When the Professor of Mathematics feels bored he flips two coins.
If the result is not two heads he gets his assistant to
run over to Student A and inform him: "Not 2 heads"
Student A calculates that there is a 2/3 chance of a head
and a tail and phones you up. You get to place a bet with the Prof
(even money) that the result is a head and a tail. Fantastic!
It's like "insider dealing"

However, whenever the result is not 2 tails, the Prof gets his
assistant to inform Student B.
Student B calculates that there is a 2/3 chance of a head
and a tail and phones you up. You get to place a bet as before.
So whatever the coins are you will get a call informing
you that the chance of a head and a tail is 2/3.
Every time.

Given that you always place your bet after a single phone call.
What are the odds of a head and a tail?

Originally posted by wolfgang59 When the Professor of Mathematics feels bored he flips two coins.
If the result is [b]not two heads he gets his assistant to
run over to Student A and inform him: "Not 2 heads"
Student A calculates that there is a 2/3 chance of a head
and a tail and phones you up. You get to place a bet with the Prof
(even money) that the result is a head and ...[text shortened]... at you always place your bet after a single phone call.
What are the odds of a head and a tail?[/b]

If you want the truth, here it is:
I have absolutely no idea.
BTW- i'm just curious… where do you get all of these posers?

Originally posted by wolfgang59 When the Professor of Mathematics feels bored he flips two coins.
If the result is [b]not two heads he gets his assistant to
run over to Student A and inform him: "Not 2 heads"
Student A calculates that there is a 2/3 chance of a head
and a tail and phones you up. You get to place a bet with the Prof
(even money) that the result is a head and ...[text shortened]... at you always place your bet after a single phone call.
What are the odds of a head and a tail?[/b]

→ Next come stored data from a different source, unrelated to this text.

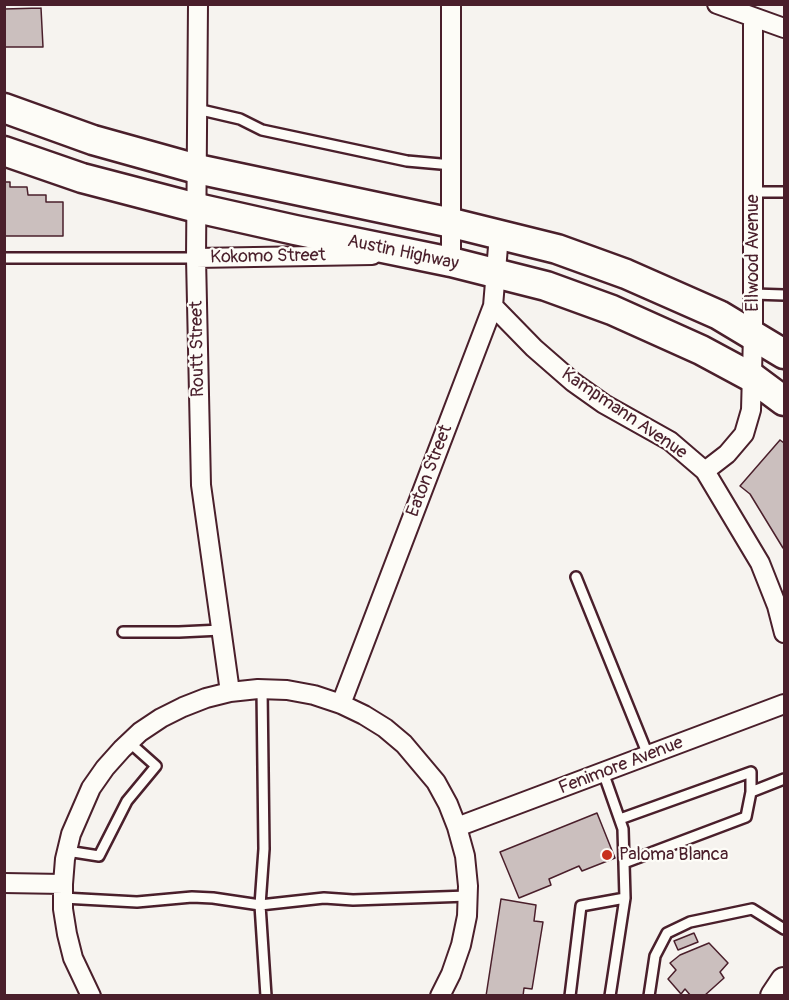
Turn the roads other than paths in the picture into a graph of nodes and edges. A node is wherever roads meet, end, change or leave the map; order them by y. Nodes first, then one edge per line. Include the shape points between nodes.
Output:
1 (198, 4) edge
2 (451, 4) edge
3 (717, 4) edge
4 (753, 17) junction
5 (784, 28) edge
6 (4, 108) edge
7 (197, 109) junction
8 (4, 151) edge
9 (452, 165) junction
10 (196, 169) junction
11 (753, 192) junction
12 (784, 192) edge
13 (196, 208) junction
14 (452, 223) junction
15 (499, 234) junction
16 (413, 255) junction
17 (4, 258) edge
18 (196, 258) junction
19 (451, 262) junction
20 (496, 274) junction
21 (753, 294) junction
22 (784, 296) edge
23 (493, 306) junction
24 (753, 335) junction
25 (784, 354) edge
26 (753, 378) junction
27 (784, 401) edge
28 (705, 471) junction
29 (576, 577) dead end
30 (221, 630) junction
31 (123, 632) dead end
32 (784, 633) edge
33 (262, 689) junction
34 (230, 692) junction
35 (341, 704) junction
36 (784, 704) edge
37 (129, 742) junction
38 (648, 755) junction
39 (603, 772) junction
40 (784, 779) edge
41 (751, 792) junction
42 (620, 819) junction
43 (457, 827) junction
44 (67, 851) junction
45 (624, 863) junction
46 (4, 883) edge
47 (63, 891) junction
48 (468, 896) junction
49 (625, 898) junction
50 (260, 905) junction
51 (784, 930) edge
52 (784, 981) edge
53 (90, 996) edge
54 (266, 996) edge
55 (440, 996) edge
56 (570, 996) edge
57 (610, 996) edge
58 (649, 996) edge
59 (774, 996) edge

1 - 7 street, Routt Street
2 - 9 street
3 - 4 street
4 - 5 street
4 - 11 street, Ellwood Avenue
6 - 10 main road via 93,140
7 - 9 lane via 240,119 262,130 407,161
7 - 10 street, Routt Street
8 - 13 main road, Austin Highway via 82,178
9 - 14 street
10 - 13 street, Routt Street
10 - 14 main road
11 - 12 lane
11 - 21 street, Ellwood Avenue
13 - 16 main road, Austin Highway
13 - 18 street, Routt Street
14 - 15 main road
14 - 19 street
15 - 20 street, Eaton Street
15 - 24 main road via 557,249 626,274 719,315
16 - 18 street, Kokomo Street
16 - 19 main road, Austin Highway
17 - 18 lane
18 - 30 street, Routt Street via 201,485
19 - 20 main road, Austin Highway
20 - 23 street, Eaton Street
20 - 26 main road, Austin Highway via 546,286 612,310
21 - 22 lane
21 - 24 street, Ellwood Avenue
23 - 28 street, Kampmann Avenue via 573,382 670,441
23 - 35 street, Eaton Street
24 - 25 main road
24 - 26 street, Ellwood Avenue
26 - 27 main road, Austin Highway
26 - 28 street, Ellwood Avenue via 751,411 744,434
28 - 32 street, Kampmann Avenue via 760,563
29 - 38 lane
30 - 31 lane
30 - 34 street, Routt Street
33 - 34 street
33 - 35 street via 305,693
33 - 50 lane via 264,849
34 - 37 street via 183,706
35 - 43 street via 364,715 404,744 435,782
36 - 38 street, Fenimore Avenue
37 - 44 street via 91,789
37 - 44 lane via 156,766 128,801 99,856
38 - 39 street, Fenimore Avenue
39 - 42 lane
39 - 43 street, Fenimore Avenue
40 - 41 lane
41 - 42 lane via 751,772
41 - 45 lane via 746,817
42 - 45 lane
43 - 48 street via 465,856
44 - 47 street
45 - 49 lane
46 - 47 street
47 - 50 lane via 137,902 192,897
47 - 53 street via 66,934
48 - 50 lane via 324,898
48 - 55 street via 461,945
49 - 56 lane via 581,906
49 - 57 lane
50 - 54 lane
51 - 58 lane via 752,909 690,922 667,933 655,956
52 - 59 main road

When you say "every time" do you mean that whenever there are not two heads
(in one case) nor two tails (in another case) you will always get a phone call informing
you that the probability of a head and a tail is 2/3?

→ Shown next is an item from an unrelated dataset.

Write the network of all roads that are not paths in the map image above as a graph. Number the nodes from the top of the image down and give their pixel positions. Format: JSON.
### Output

Originally posted by HandyAndy When you say "every time" do you mean that whenever there are not two heads
(in one case) nor two tails (in another case) you will always get a phone call informing
you that the probability of a head and a tail is 2/3?

YES.
One of the students necessarily MUST call you after every roll of the dice.
(Sometimes both will try to call you but you only get the info from the first)
Whichever one calls you he correctly informs you that you have a
2/3 chance of one of each.

Originally posted by wolfgang59 When the Professor of Mathematics feels bored he flips two coins.
If the result is [b]not two heads he gets his assistant to
run over to Student A and inform him: "Not 2 heads"
Student A calculates that there is a 2/3 chance of a head
and a tail and phones you up. You get to place a bet with the Prof
(even money) that the result is a head and ...[text shortened]... at you always place your bet after a single phone call.
What are the odds of a head and a tail?[/b]

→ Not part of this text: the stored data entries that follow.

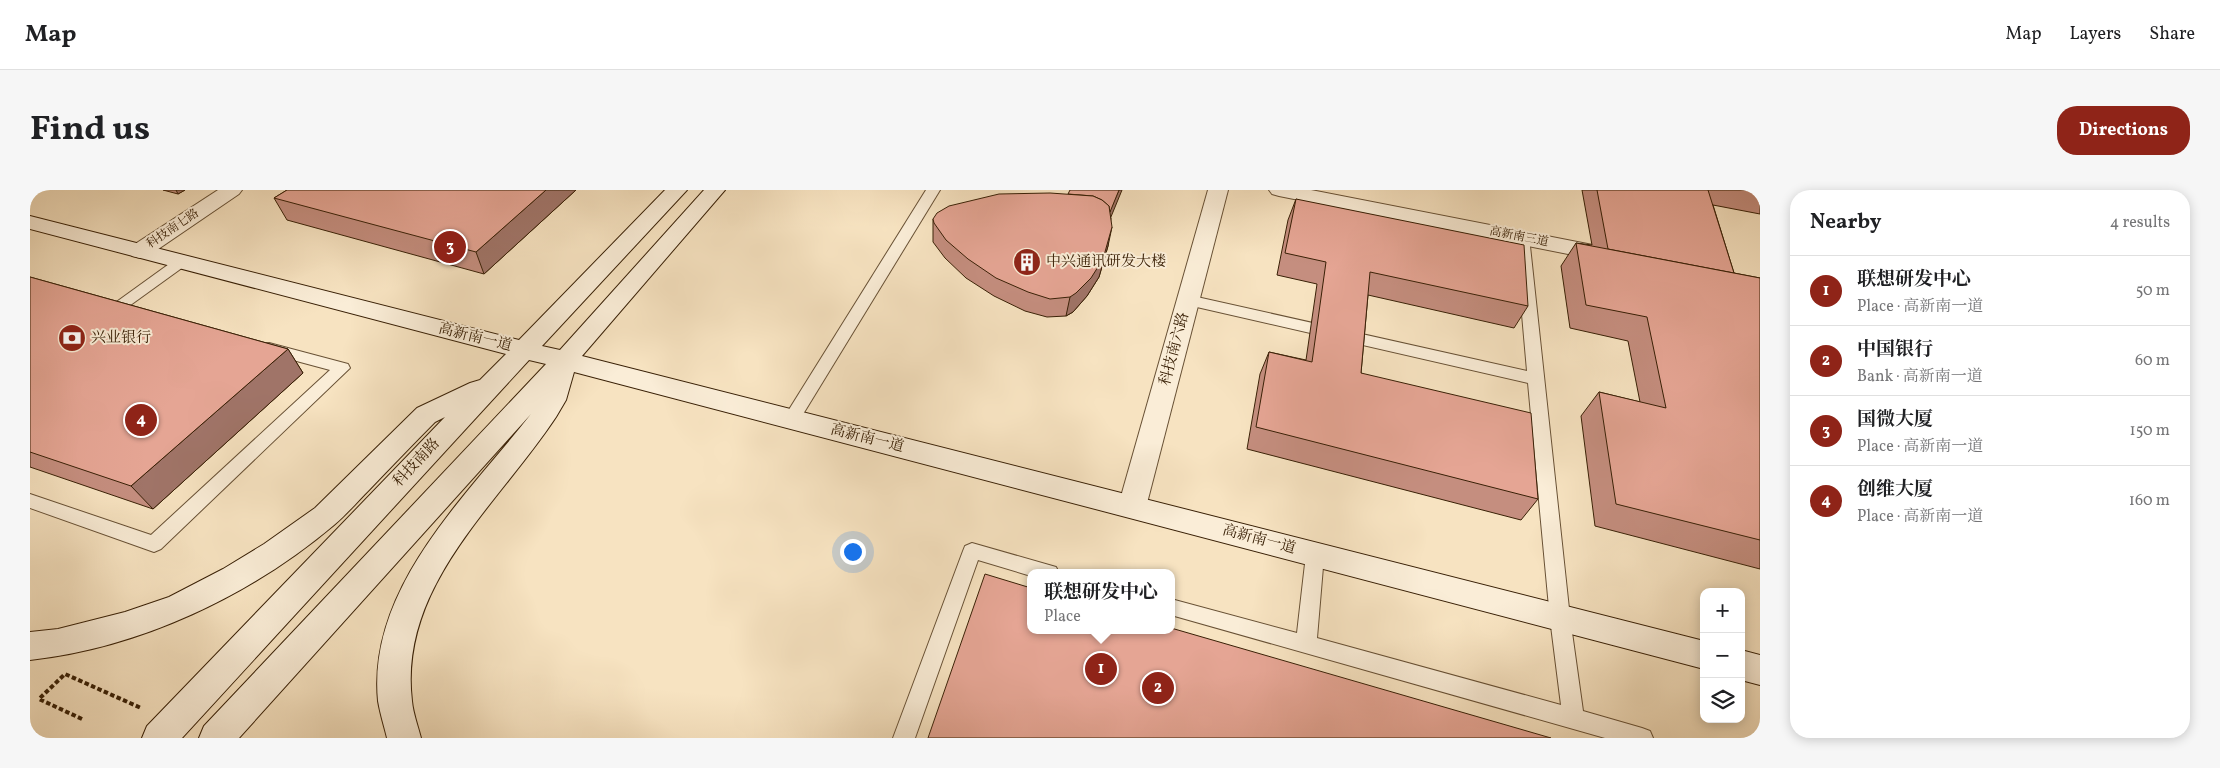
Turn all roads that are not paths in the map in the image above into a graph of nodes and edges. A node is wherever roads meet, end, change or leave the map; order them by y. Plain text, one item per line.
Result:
1 (232, 190) edge
2 (677, 190) edge
3 (714, 190) edge
4 (933, 190) edge
5 (1218, 190) edge
6 (1279, 190) edge
7 (30, 222) edge
8 (1523, 238) junction
9 (140, 251) junction
10 (1627, 259) edge
11 (182, 262) junction
12 (1188, 300) junction
13 (102, 301) edge
14 (120, 306) junction
15 (138, 311) edge
16 (249, 342) edge
17 (524, 350) junction
18 (564, 361) junction
19 (1537, 379) junction
20 (494, 382) junction
21 (791, 420) junction
22 (30, 501) edge
23 (1132, 507) junction
24 (1315, 555) junction
25 (1035, 569) edge
26 (1175, 608) edge
27 (1560, 618) junction
28 (1306, 644) junction
29 (30, 646) edge
30 (1700, 654) edge
31 (1745, 666) edge
32 (1760, 670) edge
33 (1573, 719) junction
34 (159, 738) edge
35 (216, 738) edge
36 (404, 738) edge
37 (904, 738) edge
38 (1642, 738) edge

1 - 9 street, 科技南七路
2 - 17 street, 科技南路
3 - 18 street
4 - 21 lane
5 - 12 street, 科技南六路
6 - 8 street, 高新南三道
7 - 9 street, 高新南一道
8 - 10 street, 高新南三道
8 - 19 lane
9 - 11 street, 高新南一道
11 - 14 lane
11 - 17 street, 高新南一道
12 - 19 lane
12 - 23 street, 科技南六路
13 - 14 lane
14 - 15 lane
16 - 22 lane
17 - 18 street, 高新南一道
17 - 20 street, 科技南路
18 - 21 street, 高新南一道
18 - 35 street
18 - 36 street
19 - 27 lane
20 - 29 street
20 - 34 street, 科技南路
21 - 23 street, 高新南一道
23 - 24 street, 高新南一道
24 - 27 street, 高新南一道
24 - 28 lane
25 - 37 lane
26 - 28 lane
27 - 30 street, 高新南一道
27 - 33 lane
28 - 33 lane
31 - 32 street
33 - 38 lane

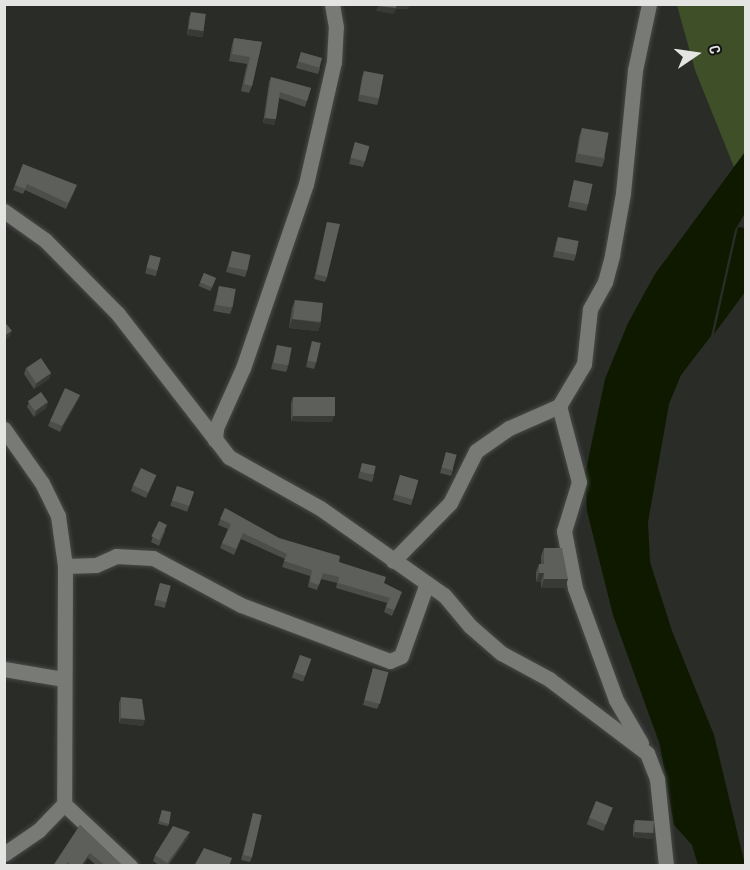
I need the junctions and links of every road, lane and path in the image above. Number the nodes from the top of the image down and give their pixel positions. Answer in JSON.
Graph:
{"nodes":[{"id":1,"x":332,"y":4,"type":"edge"},
{"id":2,"x":649,"y":4,"type":"edge"},
{"id":3,"x":4,"y":212,"type":"edge"},
{"id":4,"x":559,"y":406,"type":"junction"},
{"id":5,"x":4,"y":429,"type":"edge"},
{"id":6,"x":214,"y":440,"type":"junction"},
{"id":7,"x":393,"y":561,"type":"junction"},
{"id":8,"x":65,"y":566,"type":"junction"},
{"id":9,"x":427,"y":584,"type":"junction"},
{"id":10,"x":4,"y":669,"type":"edge"},
{"id":11,"x":64,"y":679,"type":"junction"},
{"id":12,"x":647,"y":753,"type":"junction"},
{"id":13,"x":64,"y":804,"type":"junction"},
{"id":14,"x":4,"y":854,"type":"edge"},
{"id":15,"x":130,"y":866,"type":"edge"},
{"id":16,"x":666,"y":866,"type":"edge"}],
"edges":[{"from":1,"to":6,"type":"street"},
{"from":2,"to":4,"type":"street"},
{"from":3,"to":6,"type":"street"},
{"from":4,"to":7,"type":"street"},
{"from":4,"to":12,"type":"street"},
{"from":5,"to":8,"type":"street"},
{"from":6,"to":7,"type":"street"},
{"from":7,"to":9,"type":"street"},
{"from":8,"to":9,"type":"street"},
{"from":8,"to":11,"type":"street"},
{"from":9,"to":12,"type":"street"},
{"from":10,"to":11,"type":"street"},
{"from":11,"to":13,"type":"street"},
{"from":12,"to":16,"type":"street"},
{"from":13,"to":14,"type":"street"},
{"from":13,"to":15,"type":"street"}]}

Originally posted by wolfgang59 No.
The paradox is that we all know it is 1/2.
Yet the students are correctly telling us it is 2/3.

?!?!??!?!

There are four possible outcomes: HH, TT, HT or TH. If the professor does not see two heads,
he does see TT, HT or TH. The probability of a head and a tail is 2/3. If he does not see two tails,
he does see HH, HT or TH -- again 2/3.

Originally posted by HandyAndy There are four possible outcomes: HH, TT, HT or TH. If the professor does not see two heads,
he does see TT, HT or TH. The probability of a head and a tail is 2/3. If he does not see two tails,
he does see HH, HT or TH -- again 2/3.

How do you arrive at 1/2?

It would have to be 1/2. It's not the same as the Monty Hall problem, but the part about the students correctly assessing the probability at 2/3 threw me for a loop... I still don't see how that can be correct. Eliminating one of the outcomes will leave only 2 possible outcomes.

Originally posted by HandyAndy There are four possible outcomes: HH, TT, HT or TH. If the professor does not see two heads,
he does see TT, HT or TH. The probability of a head and a tail is 2/3. If he does not see two tails,
he does see HH, HT or TH -- again 2/3.

How do you arrive at 1/2?

The problem doesn't specify left coin/right coin, so I believe HT and TH only counts as one possible combination rather than two.

Originally posted by lemon lime It would have to be 1/2. It's not the same as the Monty Hall problem, but the part about the students correctly assessing the probability at 2/3 threw me for a loop... I still don't see how that can be correct. Eliminating one of the outcomes will leave only 2 possible outcomes.

You are told
EITHER 2 heads has NOT occurred
OR 2 tails has NOT occurred.

In either case there are 3 possibilities left, 2 of which are heads and tails (HT or TH)